WER is Unaware: Assessing How ASR Errors Distort Clinical Understanding in Patient-Facing Dialogue

This repository hosts the code, models, and datasets accompanying the paper. The work investigates how Automatic Speech Recognition (ASR) errors distort clinical meaning in patient-facing dialogue — and shows that traditional metrics like Word Error Rate (WER) fail to capture real clinical risk. The project includes scripts for aligning ground-truth utterances to ASR-generated utterances using an LLM-based semantic aligner, and optimizing an LLM-as-a-Judge for clinical impact assessment using GEPA through DSPy.

Abstract

As Automatic Speech Recognition (ASR) is increasingly deployed in clinical dialogue, standard evaluations still rely heavily on Word Error Rate (WER). This paper challenges that standard, investigating whether WER or other common metrics correlate with the clinical impact of transcription errors. We establish a gold-standard benchmark by having expert clinicians compare ground-truth utterances to their ASR-generated counterparts, labeling the clinical impact of any discrepancies found in two distinct doctor-patient dialogue datasets. Our analysis reveals that WER and a comprehensive suite of existing metrics correlate poorly with the clinician-assigned risk labels (No, Minimal, or Significant Impact). To bridge this evaluation gap, we introduce an LLM-as-a-Judge, programmatically optimized using GEPA to replicate expert clinical assessment. The optimized judge (Gemini-2.5-Pro) achieves human-comparable performance, obtaining 90% accuracy and a strong Cohen's kappa of 0.816. This work provides a validated, automated framework for moving ASR evaluation beyond simple textual fidelity to a necessary, scalable assessment of safety in clinical dialogue.

What This Repo Provides

• 28 ASR evaluation metrics across 3 tiers — from simple edit-distance metrics (WER, CER) through n-gram overlap (BLEU, ROUGE, METEOR) to learned semantic metrics (BERTScore, SeMaScore, Intelligibility, Heval)
• LLM-based clinical impact judge — GEPA-optimized judge that replicates expert clinician assessment of ASR error severity
• Two CLI evaluation scripts — evaluate a single GT/HYP pair (evaluate_example.py) or batch-process a CSV (evaluate_dataset.py). See scripts/README.md for full usage documentation.

Quick Start

git clone https://github.com/YOUR_ORG/wer-is-unaware.git && cd wer-is-unaware
uv sync                          # Tier 1 metrics (15 metrics, no GPU)

# Evaluate a single pair
python scripts/evaluate_example.py \
  --gt "I have been experiencing chest pain for three days" \
  --hyp "I have been experiencing chess pain for three days"

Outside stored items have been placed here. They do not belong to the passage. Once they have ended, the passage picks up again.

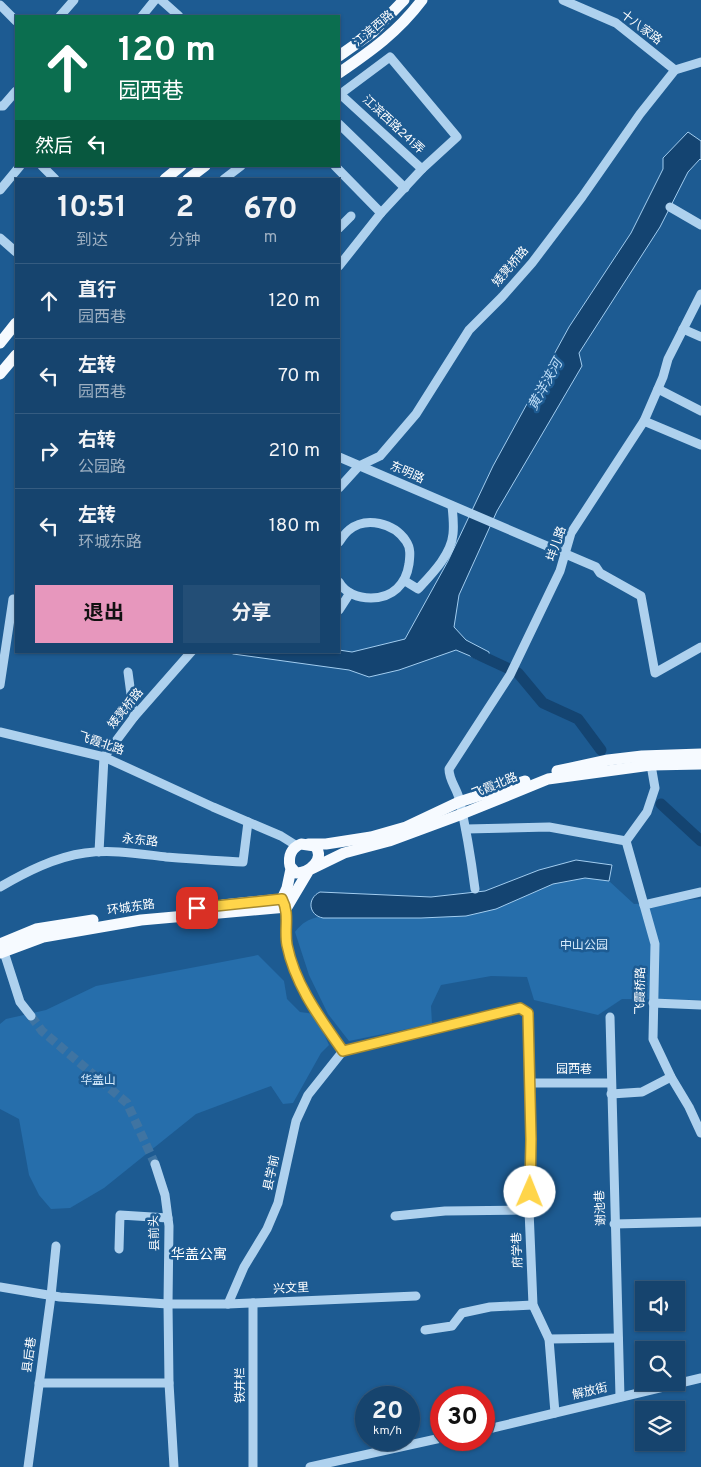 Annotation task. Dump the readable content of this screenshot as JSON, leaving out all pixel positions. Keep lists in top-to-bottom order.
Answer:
{
  "streets": {
    "main road": ["江滨西路", "飞霞北路", "环城东路"],
    "street": [
      "十八家路",
      "江滨西路241弄",
      "矮凳桥路",
      "东明路",
      "垟儿路",
      "永东路",
      "飞霞桥路",
      "园西巷",
      "县学前",
      "谢池巷",
      "县前头",
      "府学巷",
      "兴文里",
      "县后巷",
      "铁井栏",
      "解放街"
    ]
  },
  "crossings": [
    ["十八家路", "矮凳桥路"],
    ["矮凳桥路", "东明路"],
    ["矮凳桥路", "飞霞北路"],
    ["东明路", "垟儿路"],
    ["垟儿路", "飞霞北路"],
    ["飞霞北路", "永东路"],
    ["园西巷", "谢池巷"],
    ["园西巷", "府学巷"],
    ["县学前", "兴文里"],
    ["谢池巷", "解放街"],
    ["县前头", "兴文里"],
    ["府学巷", "解放街"],
    ["兴文里", "县后巷"],
    ["兴文里", "铁井栏"]
  ],
  "districts": ["华盖公寓"],
  "water": ["黄洋浃河"],
  "parks": ["中山公园", "华盖山"],
  "page": {
    "turn": ["120 m", "园西巷"],
    "then": "然后",
    "eta": [
      "10:51",
      "到达",
      "2",
      "分钟",
      "670",
      "m"
    ],
    "list": [
      {
        "name": "直行",
        "note": "园西巷",
        "value": "120 m"
      },
      {
        "name": "左转",
        "note": "园西巷",
        "value": "70 m"
      },
      {
        "name": "右转",
        "note": "公园路",
        "value": "210 m"
      },
      {
        "name": "左转",
        "note": "环城东路",
        "value": "180 m"
      }
    ],
    "buttons": ["退出", "分享"],
    "speed": "20 km/h",
    "limit": "30"
  }
}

# List all available metrics
python scripts/evaluate_example.py --list-metrics

Dependency Tiers

Install Command	What You Get	Notes
uv sync	Tier 1: WER, CER, BLEU, ROUGE, etc. (15 metrics)	No GPU needed
uv sync --extra learned-semantic	+ Tiers 2 & 3 (13 more metrics)	Models auto-download on first run (~10 GB)
uv sync --extra bleurt	+ BLEURT & Clinical BLEURT	TensorFlow required, manual checkpoint download
uv sync --extra judge	LLM clinical impact judge	Requires API key (.env)
uv sync --extra all-metrics	All 28 metrics
uv sync --extra all	Everything (metrics + judge + data-prep + plot + dev)

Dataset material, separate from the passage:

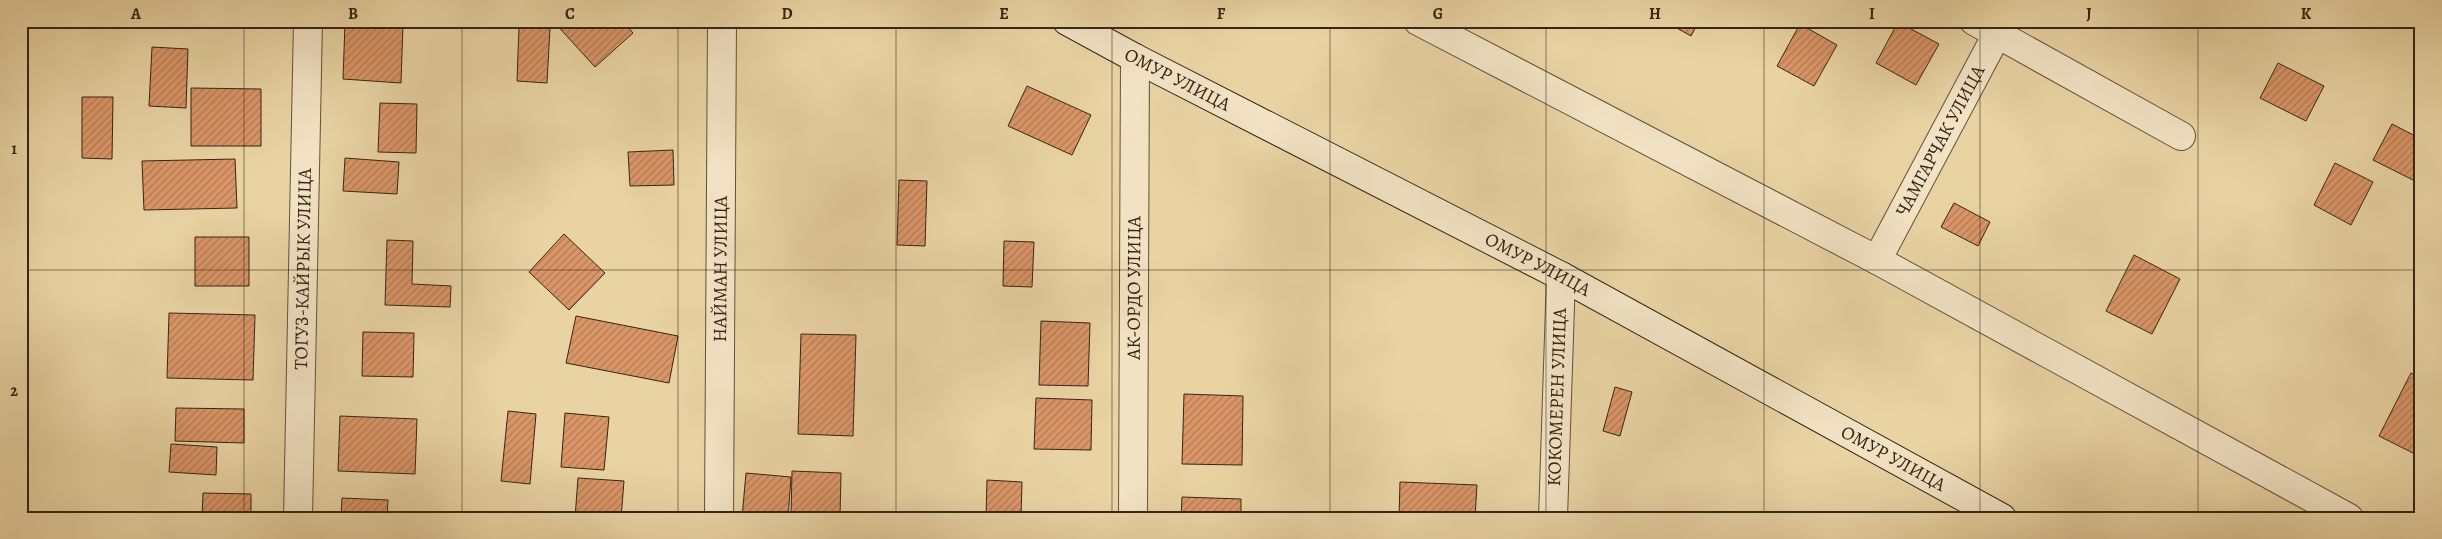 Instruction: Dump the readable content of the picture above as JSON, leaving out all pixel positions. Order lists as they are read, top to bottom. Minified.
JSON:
{"streets":{"street":["ОМУР УЛИЦА","ЧАМГАРЧАК УЛИЦА","ТОГУЗ-КАЙРЫК УЛИЦА","НАЙМАН УЛИЦА","АК-ОРДО УЛИЦА","КОКОМЕРЕН УЛИЦА"]},"crossings":[["ОМУР УЛИЦА","АК-ОРДО УЛИЦА"],["ОМУР УЛИЦА","КОКОМЕРЕН УЛИЦА"]],"grid":{"columns":["A","B","C","D","E","F","G","H","I","J","K"],"rows":["1","2"]}}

After install, download required NLTK data (needed for BLEU, METEOR):

python -c "import nltk; nltk.download('punkt_tab'); nltk.download('wordnet')"

Manual Downloads

Learned-semantic models (Tiers 2 & 3) auto-download from HuggingFace on first use (~10 GB total, cached in ~/.cache/huggingface/). Two metrics require manual checkpoint downloads:

1. BARTScore (ParaBank2) — download the .pth checkpoint from neulab/BARTScore,checkpoint google-drive, then set in .env:

   BARTSCORE_CHECKPOINT=path/to/bart_score.pth
   

2. Clinical BLEURT — download the checkpoint following ClinicalBLEURT instructions,checkpoint google-drive then set in .env:

   CLINICAL_BLEURT_CHECKPOINT=path/to/ClinicalBLEURT
   

Standard BLEURT uses the test checkpoint bundled with the package (no manual download needed). See .env.example for all environment variable names.

Folder Structure

• metrics/ — ASR evaluation metrics toolkit (28 metrics across 3 tiers). API: from metrics import calculate_metric, list_metrics.
• scripts/ — CLI evaluation scripts for single-pair and batch CSV evaluation. See scripts/README.md.
• alignment/ — semantic alignment toolkit (aligner code, scripts, sample data, sample results). See alignment/README.md.
• llm_judge/ — clinical impact judge (signatures, metrics, providers, optimizers, CLI, bundled dataset, saved judges). See llm_judge/README.md.
• data_preparation/ — data pipeline scripts and PriMock57 transcript data. See data_preparation/README.md.
• tests/ — test suite (pytest tests/).

Dataset

Our evaluation uses 21 consultations from the PriMock57 dataset of simulated primary-care consultations (CC BY 4.0). Ground-truth transcripts, ASR hypotheses, and preparation scripts are in data_preparation/.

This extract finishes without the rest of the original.